The group’s lead guitarist and singer, Nick Charyk, says of the song: “‘1984’ is a tune about the intrusion of the surreal, the farcical, and the truly terrifying into everyday existence. Like literary tropes come to life. It’s a topical song that I never thought would feel so on the nose. As I was watching Confederate flags paraded on the Senate floor on live TV, the absurdity and horror of this moment we are in hit me hard. And it hit me that the intended over-the-top imagery in the song we’d just recorded last fall, ‘1984’, was no longer facetious.

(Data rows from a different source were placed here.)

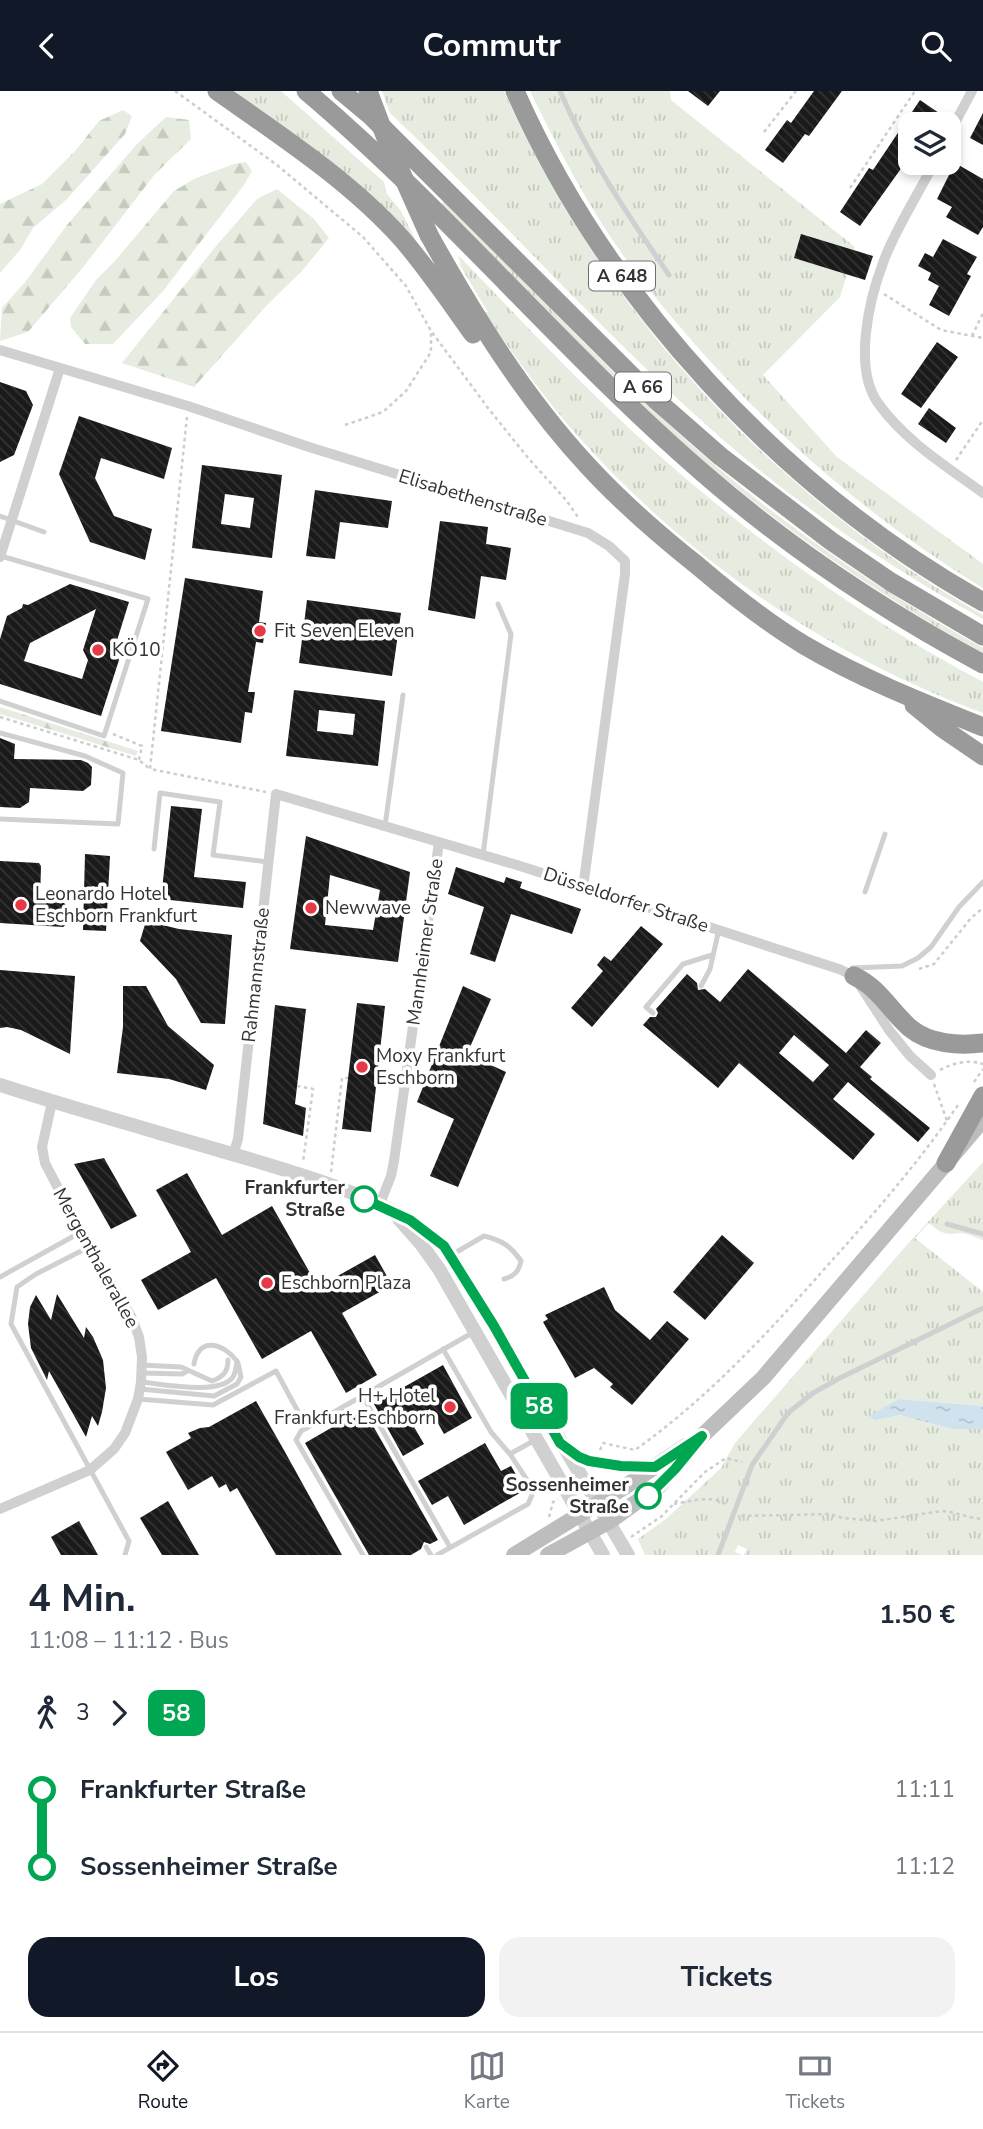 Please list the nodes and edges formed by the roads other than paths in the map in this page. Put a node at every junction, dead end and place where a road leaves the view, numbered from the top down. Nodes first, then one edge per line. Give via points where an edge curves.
1 (218, 91) edge
2 (306, 91) edge
3 (341, 91) edge
4 (368, 91) edge
5 (515, 91) edge
6 (560, 91) edge
7 (969, 92) edge
8 (959, 112) edge
9 (928, 175) edge
10 (669, 275) dead end
11 (0, 349) edge
12 (60, 368) junction
13 (587, 465) junction
14 (983, 493) edge
15 (0, 516) edge
16 (12, 520) junction
17 (44, 533) dead end
18 (0, 554) edge
19 (983, 602) edge
20 (498, 604) dead end
21 (983, 636) edge
22 (983, 664) edge
23 (894, 689) junction
24 (403, 695) dead end
25 (0, 702) edge
26 (983, 727) edge
27 (0, 733) edge
28 (983, 756) edge
29 (276, 794) joint
30 (0, 820) edge
31 (385, 826) junction
32 (886, 834) dead end
33 (439, 842) junction
34 (154, 849) dead end
35 (483, 855) junction
36 (268, 862) junction
37 (983, 882) edge
38 (583, 888) junction
39 (865, 892) dead end
40 (719, 929) junction
41 (712, 955) junction
42 (847, 972) junction
43 (701, 986) dead end
44 (653, 1013) dead end
45 (983, 1042) edge
46 (931, 1075) road end
47 (0, 1085) edge
48 (983, 1096) edge
49 (52, 1102) junction
50 (983, 1121) edge
51 (233, 1155) junction
52 (946, 1163) junction
53 (382, 1207) junction
54 (947, 1224) dead end
55 (81, 1232) junction
56 (983, 1234) edge
57 (90, 1247) junction
58 (451, 1255) junction
59 (0, 1277) edge
60 (504, 1279) dead end
61 (983, 1308) edge
62 (475, 1331) junction
63 (443, 1349) junction
64 (228, 1360) dead end
65 (194, 1364) dead end
66 (141, 1382) junction
67 (362, 1395) junction
68 (341, 1408) junction
69 (348, 1419) dead end
70 (307, 1428) junction
71 (702, 1436) junction
72 (537, 1439) junction
73 (560, 1443) junction
74 (510, 1454) junction
75 (655, 1467) junction
76 (90, 1470) junction
77 (599, 1503) junction
78 (0, 1510) edge
79 (580, 1514) junction
80 (610, 1521) junction
81 (591, 1532) junction
82 (426, 1547) dead end
83 (450, 1547) junction
84 (625, 1549) edge
85 (125, 1555) edge
86 (363, 1555) edge
87 (430, 1555) edge
88 (437, 1555) edge
89 (514, 1555) edge
90 (548, 1555) edge
91 (603, 1555) edge
92 (718, 1555) edge

1 - 13 highway via 369,205 432,275 521,402
2 - 22 highway, A 66 via 433,207 590,367 703,473 817,562
3 - 21 highway, A 66 via 656,400 720,456 831,541
4 - 13 highway, bridge via 429,235 464,297 502,356
5 - 19 highway, A 648 via 596,240 682,353 763,436 851,514
6 - 10 lane via 584,141
7 - 8 street
9 - 14 street via 883,261 865,350 866,373 876,400 899,428
11 - 12 street, Elisabethenstraße
12 - 16 street
12 - 38 street, Elisabethenstraße via 588,533 625,561
13 - 23 highway via 653,529 757,614 805,646
15 - 16 lane
16 - 17 lane
16 - 18 street
18 - 25 lane via 148,599 103,736
20 - 35 lane via 511,634
23 - 26 highway
23 - 28 highway
24 - 31 lane
27 - 30 lane via 85,756 123,773 118,824
29 - 31 street, Düsseldorfer Straße
29 - 36 street, Rahmannstraße
31 - 33 street, Düsseldorfer Straße
32 - 39 lane
33 - 35 street, Düsseldorfer Straße
33 - 53 street, Mannheimer Straße via 394,1161
34 - 36 lane via 160,793 220,802 213,855
35 - 38 street, Düsseldorfer Straße
36 - 51 street, Rahmannstraße
37 - 42 lane via 918,958 902,966
38 - 40 street, Düsseldorfer Straße
40 - 41 lane
40 - 42 street, Düsseldorfer Straße
41 - 43 lane
41 - 44 lane via 683,964 646,1007
42 - 45 highway via 869,983 922,1036 960,1045
42 - 46 street via 910,1056
47 - 49 street
48 - 52 highway
49 - 51 street
49 - 55 street, Mergenthalerallee via 42,1147 45,1163
50 - 52 main road
51 - 53 street
52 - 71 main road via 762,1378
53 - 58 street via 426,1230
53 - 62 street via 427,1252
54 - 56 lane
55 - 57 street, Mergenthalerallee
55 - 59 lane
57 - 66 street, Mergenthalerallee via 139,1337
57 - 76 lane via 18,1287 11,1324
58 - 60 lane via 484,1236 499,1240 521,1261 519,1270
58 - 73 street
61 - 92 lane via 813,1393 788,1413 752,1465
62 - 63 lane
62 - 72 street
63 - 67 lane
63 - 74 lane via 491,1432
64 - 66 lane via 225,1374 212,1381 181,1367
65 - 66 lane via 206,1345 224,1348 237,1361 231,1380 215,1388
66 - 70 lane via 213,1405 276,1371
66 - 76 street via 125,1433
67 - 68 lane
67 - 83 lane
68 - 69 lane
68 - 70 lane
70 - 86 lane via 296,1440
71 - 75 main road
71 - 80 main road via 659,1486
72 - 74 lane
72 - 79 street
73 - 75 street via 579,1457 599,1463
73 - 77 street
74 - 83 lane via 531,1486 531,1500
75 - 77 main road
76 - 78 street
76 - 85 lane via 129,1541
77 - 79 main road
77 - 80 street
79 - 81 street
79 - 89 main road
80 - 81 main road
80 - 84 street
81 - 90 main road
81 - 91 street
82 - 87 lane
83 - 88 lane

If 2020 was a year where the surreal has become almost mundane, what better way to document the madness than with a country song, chock full of Wizard of Oz references, set to a groove of 80s gated reverb drums and synthesizers?” Indeed, that rhythmic groove drives the song forward and hooks the listener in. Of course, the title owes something to the chilling book from George Orwell and there are references to The Wizard of Oz and to John Prine amongst the clever lyrics that ultimately speak of the need for acceptance. Such themes follow on from the recent album, ‘Back in the Saddle of a Fever Dream’, of which Jason Pappas (bass) said: “When you look at things from outer space, we’ve all got more in common than some of us humans care to admit.”

These self-styled ‘honky-tonk outsiders’ produce music rooted in classic country but with an engaging freshness, reaching for something new. We’re pleased to premiere the engaging new video for ‘1984’. Check it out.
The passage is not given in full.